## [INSTRUCTIONS FOR THE TASK]
Set down the data below exactly; pictures stay out.

## [INFORMATION SUPPLIED]
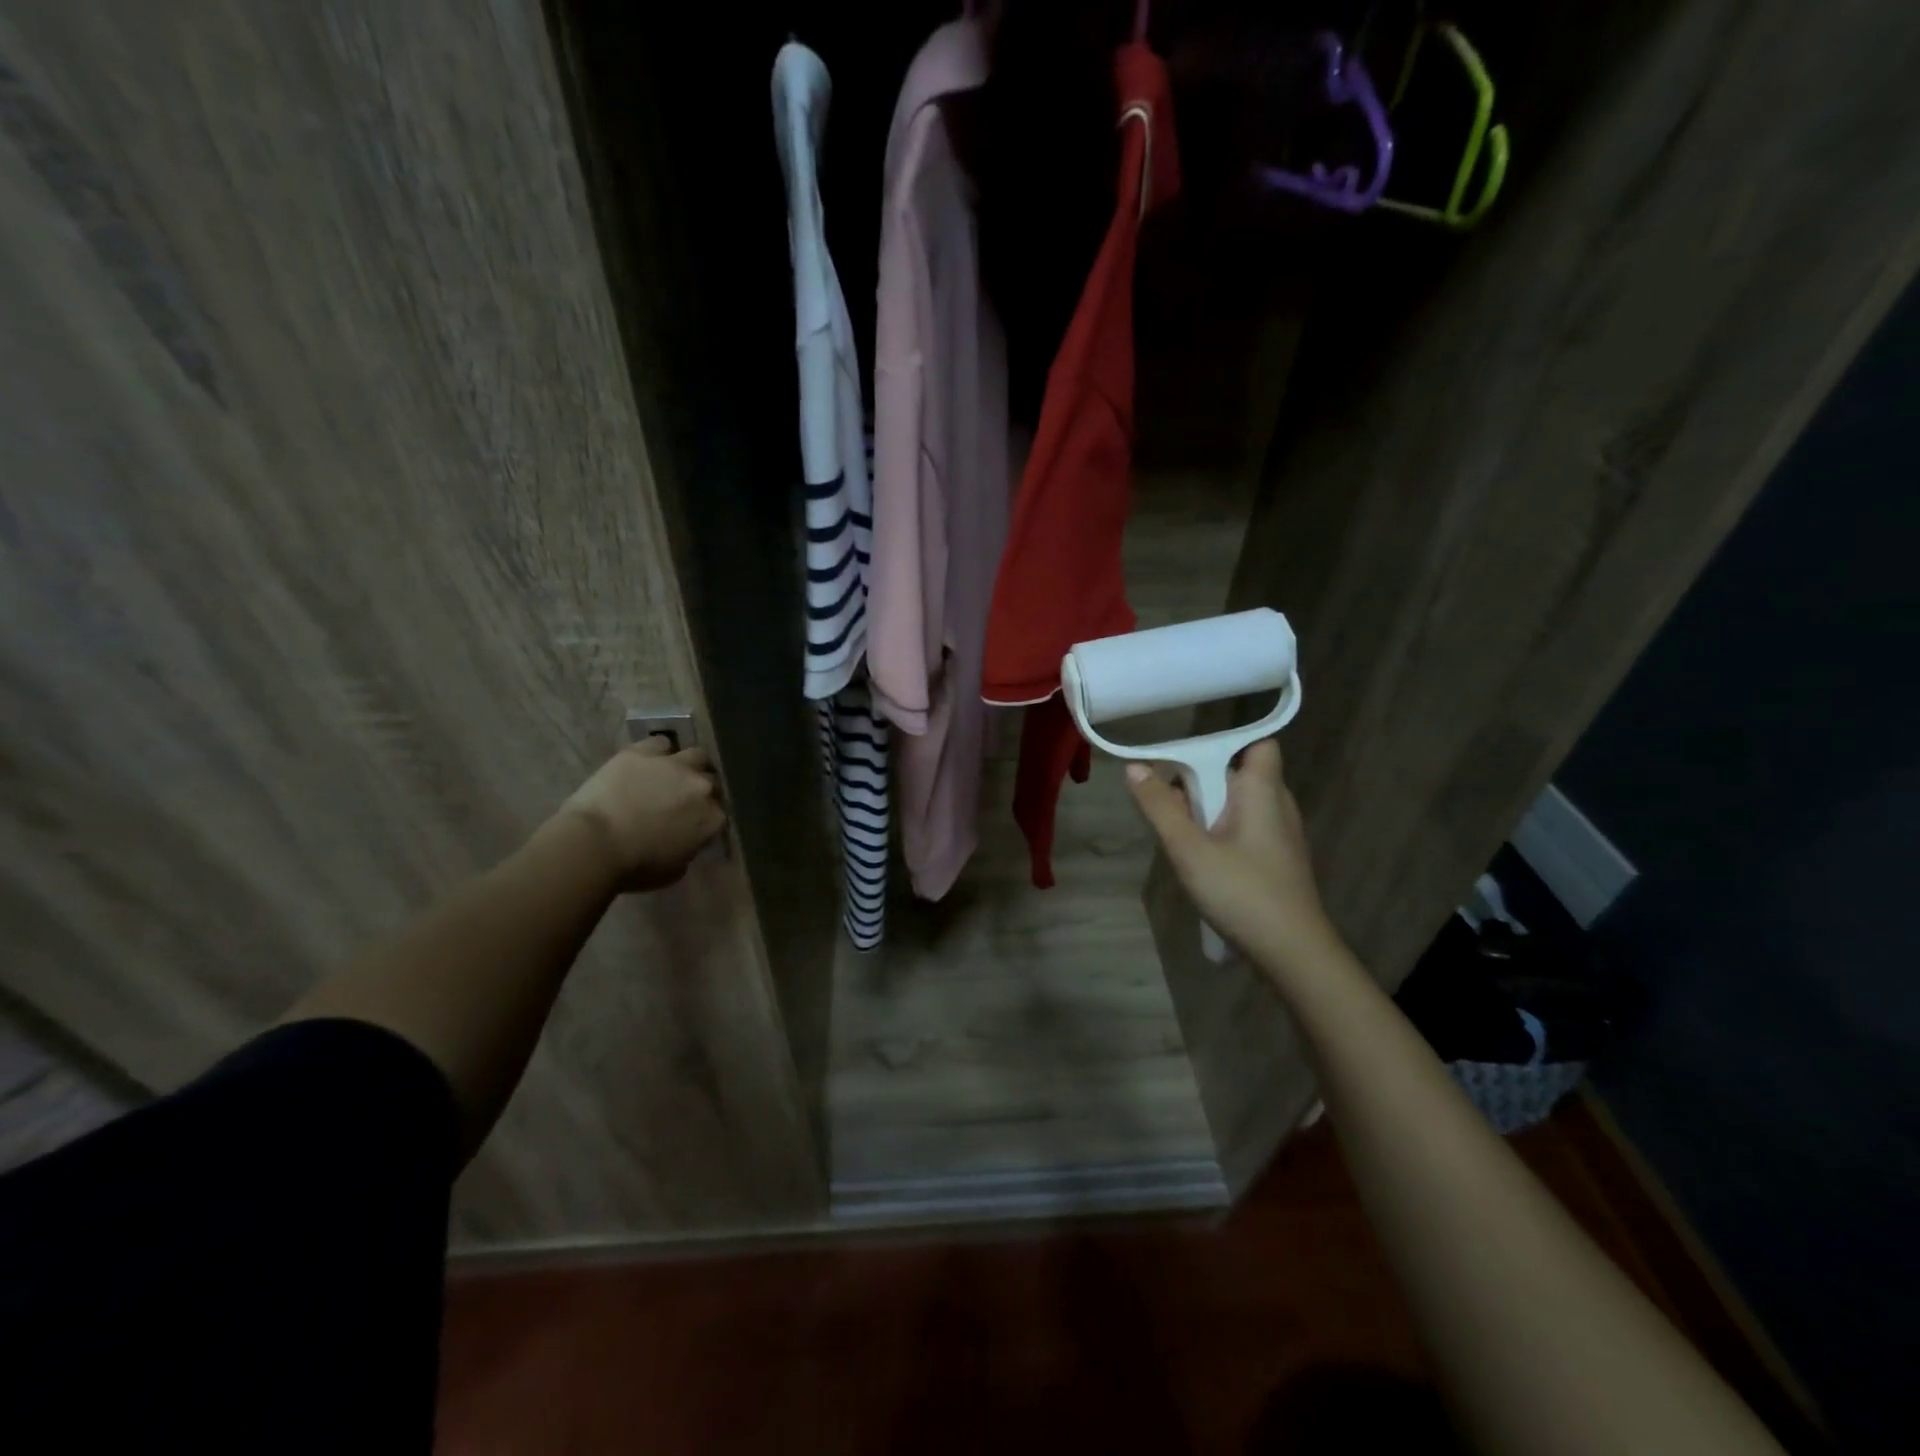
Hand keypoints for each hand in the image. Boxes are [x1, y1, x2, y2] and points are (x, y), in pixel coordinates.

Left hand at [558, 737, 725, 890]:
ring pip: (696, 755)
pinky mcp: (643, 752)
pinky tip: (648, 761)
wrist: (594, 844)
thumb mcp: (674, 870)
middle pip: (711, 781)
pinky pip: (660, 743)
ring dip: (689, 764)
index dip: (706, 818)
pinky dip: (658, 751)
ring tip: (673, 774)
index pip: (719, 813)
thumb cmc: (635, 867)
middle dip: (701, 789)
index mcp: (712, 818)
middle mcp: (701, 786)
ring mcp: (674, 765)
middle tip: (684, 799)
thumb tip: (687, 841)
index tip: (695, 824)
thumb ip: (689, 849)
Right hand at [1126, 738, 1340, 969]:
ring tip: (1177, 829)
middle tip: (1167, 799)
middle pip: (1238, 773)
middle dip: (1201, 779)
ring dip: (1207, 808)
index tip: (1188, 753)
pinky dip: (1220, 829)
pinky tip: (1200, 856)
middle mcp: (1277, 804)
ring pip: (1239, 803)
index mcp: (1262, 791)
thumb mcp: (1189, 849)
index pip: (1258, 743)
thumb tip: (1134, 766)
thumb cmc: (1241, 892)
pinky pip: (1245, 827)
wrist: (1292, 952)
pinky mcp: (1277, 858)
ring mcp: (1281, 834)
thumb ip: (1160, 807)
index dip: (1227, 740)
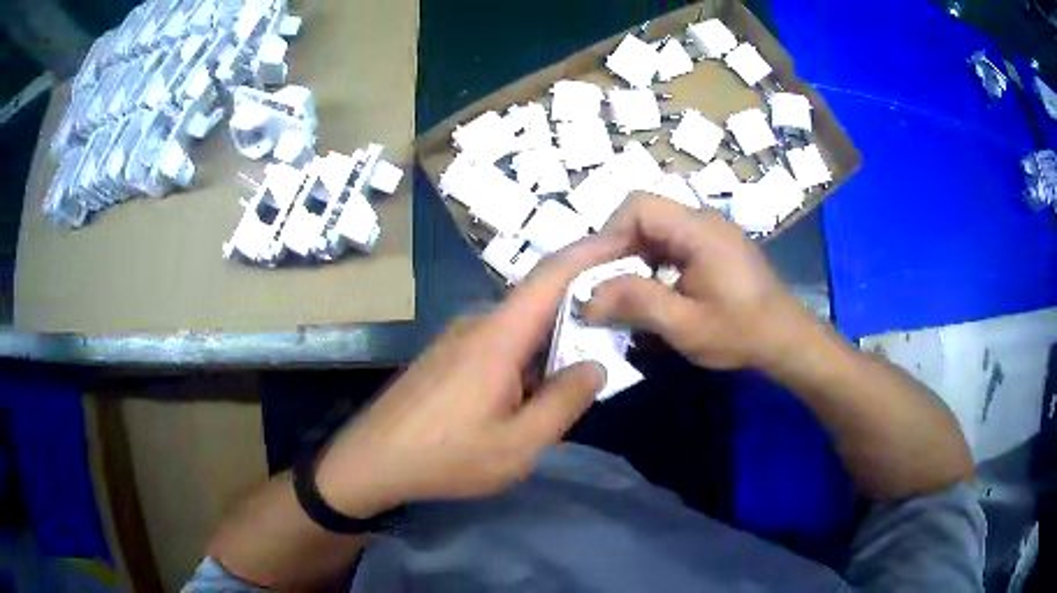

## [SOLUTION TO THE PROBLEM]
Hand keypoints for each hand in the image. Boxes are [x1, y1, x2, y2] and points are (x, y), in pixel coordinates.

Left hand at [558, 737, 725, 890]:
ring pip: (696, 755)
pinky mcp: (643, 752)
pinky tip: (648, 761)
wrist: (594, 844)
thumb mcp: (674, 870)
middle pip: (711, 781)
pinky pip: (660, 743)
ring dip: (689, 764)
index dip: (706, 818)
pinky dip: (658, 751)
ring tip: (673, 774)
index pip: (719, 813)
thumb cmc: (635, 867)
middle dip: (701, 789)
index mcp: (712, 818)
middle mcp: (701, 786)
ring mcp: (674, 765)
middle tip: (684, 799)
thumb tip: (687, 841)
index tip: (695, 824)
thumb ip: (689, 849)
Right hand at [1126, 738, 1340, 969]:
ring tip: (1177, 829)
middle tip: (1167, 799)
middle pip: (1238, 773)
middle dip: (1201, 779)
ring dip: (1207, 808)
index tip: (1188, 753)
pinky dip: (1220, 829)
pinky tip: (1200, 856)
middle mcp: (1277, 804)
ring pip: (1239, 803)
index mcp: (1262, 791)
thumb mcp: (1189, 849)
index pip: (1258, 743)
thumb tip: (1134, 766)
thumb cmc: (1241, 892)
pinky pip: (1245, 827)
wrist: (1292, 952)
pinky mcp: (1277, 858)
ring mcp: (1281, 834)
thumb ip: (1160, 807)
index dip: (1227, 740)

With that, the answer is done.